Cumulant expansion in the Holstein model: Spectral functions and mobility

TL;DR

This study evaluates the second-order cumulant expansion's accuracy for spectral functions and mobility in the Holstein model, comparing it with DMFT and other approximations across various parameters and dimensions.

Contribution

It introduces an efficient numerical implementation of CE, benchmarks it against DMFT, and analyzes its validity and accuracy in different regimes and dimensions.

Findings

CE accurately captures quasiparticle and satellite peaks at intermediate coupling in 1D.

Charge mobility follows power laws at high temperatures, with different exponents for weak and strong coupling.

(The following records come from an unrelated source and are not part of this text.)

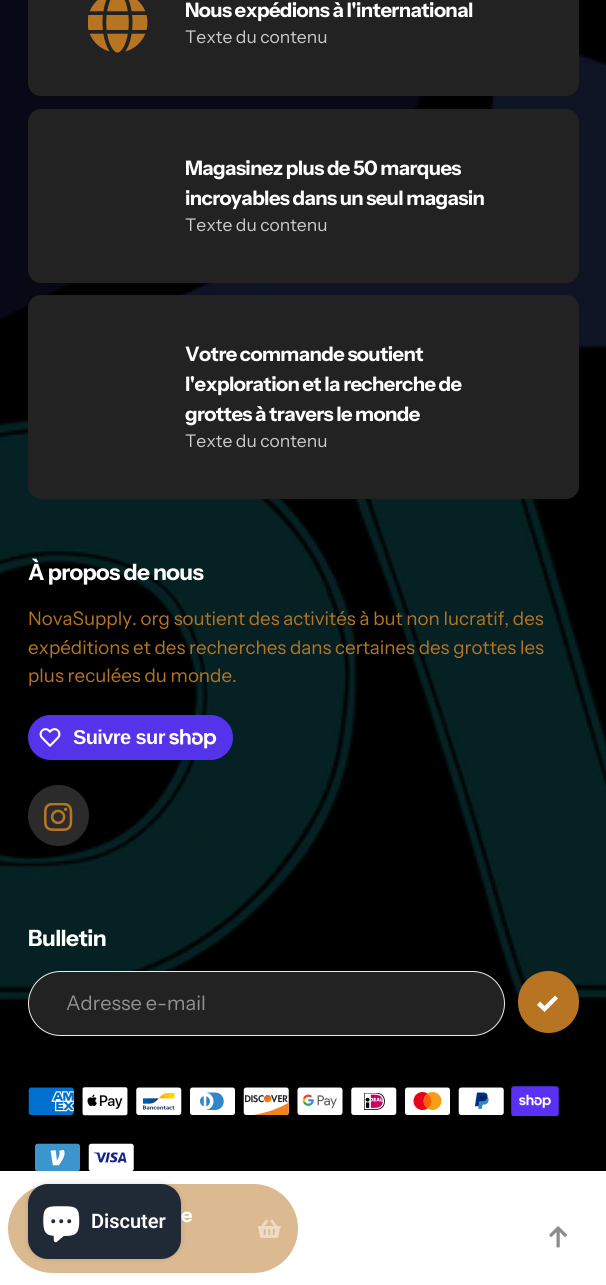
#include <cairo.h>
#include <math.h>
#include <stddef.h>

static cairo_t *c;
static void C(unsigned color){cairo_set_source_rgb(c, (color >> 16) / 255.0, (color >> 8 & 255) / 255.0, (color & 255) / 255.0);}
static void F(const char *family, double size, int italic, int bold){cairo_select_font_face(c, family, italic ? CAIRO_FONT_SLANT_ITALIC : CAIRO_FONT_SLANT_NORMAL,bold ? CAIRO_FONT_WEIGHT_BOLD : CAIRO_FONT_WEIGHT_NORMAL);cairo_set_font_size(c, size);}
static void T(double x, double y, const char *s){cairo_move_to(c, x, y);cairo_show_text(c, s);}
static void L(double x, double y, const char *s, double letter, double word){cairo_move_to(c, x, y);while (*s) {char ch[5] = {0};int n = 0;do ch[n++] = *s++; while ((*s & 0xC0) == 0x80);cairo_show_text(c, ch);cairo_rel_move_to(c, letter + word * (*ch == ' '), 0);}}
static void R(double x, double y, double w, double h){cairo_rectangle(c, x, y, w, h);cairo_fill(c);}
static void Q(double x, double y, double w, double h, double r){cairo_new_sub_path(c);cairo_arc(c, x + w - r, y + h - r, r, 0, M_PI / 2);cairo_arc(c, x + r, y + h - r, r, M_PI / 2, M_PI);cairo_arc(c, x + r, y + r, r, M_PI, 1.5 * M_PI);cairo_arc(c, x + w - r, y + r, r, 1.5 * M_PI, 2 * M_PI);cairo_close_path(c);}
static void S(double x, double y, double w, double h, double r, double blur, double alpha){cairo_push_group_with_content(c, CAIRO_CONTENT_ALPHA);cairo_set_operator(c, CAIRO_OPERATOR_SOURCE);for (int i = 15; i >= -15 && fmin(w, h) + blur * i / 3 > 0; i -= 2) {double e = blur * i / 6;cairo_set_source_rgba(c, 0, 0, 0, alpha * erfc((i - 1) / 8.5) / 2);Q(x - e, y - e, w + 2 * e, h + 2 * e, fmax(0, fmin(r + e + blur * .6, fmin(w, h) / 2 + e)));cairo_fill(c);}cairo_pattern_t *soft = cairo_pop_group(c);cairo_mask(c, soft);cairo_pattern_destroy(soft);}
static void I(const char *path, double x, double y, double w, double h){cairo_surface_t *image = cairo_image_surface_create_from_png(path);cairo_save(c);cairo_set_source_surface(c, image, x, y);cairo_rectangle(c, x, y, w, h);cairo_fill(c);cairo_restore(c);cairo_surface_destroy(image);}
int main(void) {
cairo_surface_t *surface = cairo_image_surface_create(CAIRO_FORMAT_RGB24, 606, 1285);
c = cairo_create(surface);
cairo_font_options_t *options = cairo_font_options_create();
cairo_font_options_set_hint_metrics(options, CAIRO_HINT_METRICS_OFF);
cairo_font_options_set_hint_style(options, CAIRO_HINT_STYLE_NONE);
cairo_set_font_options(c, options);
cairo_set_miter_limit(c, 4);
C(0x000000);
cairo_paint(c);
I("1.png",0,0,606,1001);
C(0x222222);
Q(28,-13,551,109,13);
cairo_fill(c);
I("2.png",88,0,60,53);
F("Instrument Sans",20,0,1);
C(0xffffff);
L(185,17,"Nous expédions à l'international",-.6,0);
F("Instrument Sans",17.5,0,0);
C(0xcccccc);
T(185,43,"Texte du contenu");
C(0x222222);
Q(28,109,551,174,13);
cairo_fill(c);
F("Instrument Sans",20,0,1);
C(0xffffff);
L(185,175,"Magasinez plus de 50 marques",-.6,0);
L(185,205,"incroyables dans un seul magasin",-.6,0);
F("Instrument Sans",17.5,0,0);
C(0xcccccc);
T(185,231,"Texte du contenu");
C(0x222222);
Q(28,295,551,204,13);
cairo_fill(c);
F("Instrument Sans",20,0,1);
C(0xffffff);
L(185,361,"Votre commande soutient",-.6,0);
L(185,391,"l'exploration et la recherche de",-.6,0);
L(185,421,"grottes à travers le monde",-.6,0);
F("Instrument Sans",17.5,0,0);
C(0xcccccc);
T(185,447,"Texte du contenu");
F("Instrument Sans",22.5,0,1);
C(0xffffff);
L(28,580,"À propos de nous",-.6,0);
F("Instrument Sans",18.75,0,0);
C(0xb77523);
T(28,625,"NovaSupply. org soutient des activités à but non lucratif, des");
T(28,654,"expéditions et des recherches dans certaines des grottes les");
T(28,682,"plus reculées du monde.");
C(0x5433eb);
Q(28,715,205,45,22.5);
cairo_fill(c);
I("3.png",39,728,22,19);
F("Liberation Sans",20,0,1);
C(0xffffff);
L(73,744,"Suivre sur",-.6,0);
I("4.png",169,729,48,20);
C(0x2b2b2b);
cairo_arc(c,58.5,815.5,30.5,0,2 * M_PI);
cairo_fill(c);
I("5.png",44,803,29,28);
F("Instrument Sans",22.5,0,1);
C(0xffffff);
L(28,946,"Bulletin",-.6,0);
C(0x222222);
Q(28.5,971.5,476,64,32);
cairo_fill_preserve(c);
C(0xebebeb);
cairo_set_line_width(c,1);
cairo_stroke(c);
F("Instrument Sans",20,0,0);
C(0x919191);
T(66,1010,"Adresse e-mail");
C(0xb77523);
Q(518,971,61,62,30.5);
cairo_fill(c);
C(0xffffff);
cairo_new_path(c);
cairo_move_to(c,544.5,1012);
cairo_line_to(c,537,1005);
cairo_line_to(c,540,1001.5);
cairo_line_to(c,544.5,1006);
cairo_line_to(c,555,995.5);
cairo_line_to(c,558,998.5);
cairo_close_path(c);
cairo_fill(c);
I("6.png",28,1087,46,28);
I("7.png",82,1087,46,29);
I("8.png",136,1087,46,28);
I("9.png",190,1087,45,28);
I("10.png",243,1087,46,28);
I("11.png",297,1087,46,28);
I("12.png",351,1087,46,28);
I("13.png",405,1087,45,28);
I("14.png",458,1087,46,28);
I("15.png",511,1086,48,30);
I("16.png",35,1143,45,28);
I("17.png",88,1143,46,28);
R(0,1171,606,114);
C(0xdbba91);
Q(8,1184,290,89,44.5);
cairo_fill(c);
F("Instrument Sans",20,0,1);
C(0xffffff);
T(181,1222,"e");
I("18.png",258,1219,23,19);
C(0x000000);
S(28,1184,153,75,20,3,.15);
C(0x202a36);
Q(28,1184,153,75,20);
cairo_fill(c);
I("19.png",43,1206,37,37);
F("Roboto SemiBold",20,0,0);
C(0xffffff);
T(91,1228,"Discuter");
I("20.png",549,1226,18,22);
cairo_surface_write_to_png(surface, "o.png");
cairo_font_options_destroy(options);
cairo_destroy(c);
cairo_surface_destroy(surface);
return 0;
}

CE outperforms SCMA at stronger coupling and is more accurate than one-shot Migdal approximation in certain regimes.

Abstract

We examine the range of validity of the second-order cumulant expansion (CE) for the calculation of spectral functions, quasiparticle properties, and mobility of the Holstein polaron. We devise an efficient numerical implementation that allows us to make comparisons in a broad interval of temperature, electron-phonon coupling, and phonon frequency. For a benchmark, we use the dynamical mean-field theory (DMFT) which gives, as we have recently shown, rather accurate spectral functions in the whole parameter space, even in low dimensions. We find that in one dimension, the CE resolves well both the quasiparticle and the first satellite peak in a regime of intermediate coupling. At high temperatures, the charge mobility assumes a power law $\mu\propto T^{-2}$ in the limit of weak coupling and $\mu\propto T^{-3/2}$ for stronger coupling. We find that, for stronger coupling, the CE gives slightly better results than the self-consistent Migdal approximation (SCMA), while the one-shot Migdal approximation is appropriate only for a very weak electron-phonon interaction. We also analyze the atomic limit and the spectral sum rules. We derive an analytical expression for the moments in CE and find that they are exact up to the fourth order, as opposed to the SCMA where they are exact to the third order. Finally, we analyze the results in higher dimensions.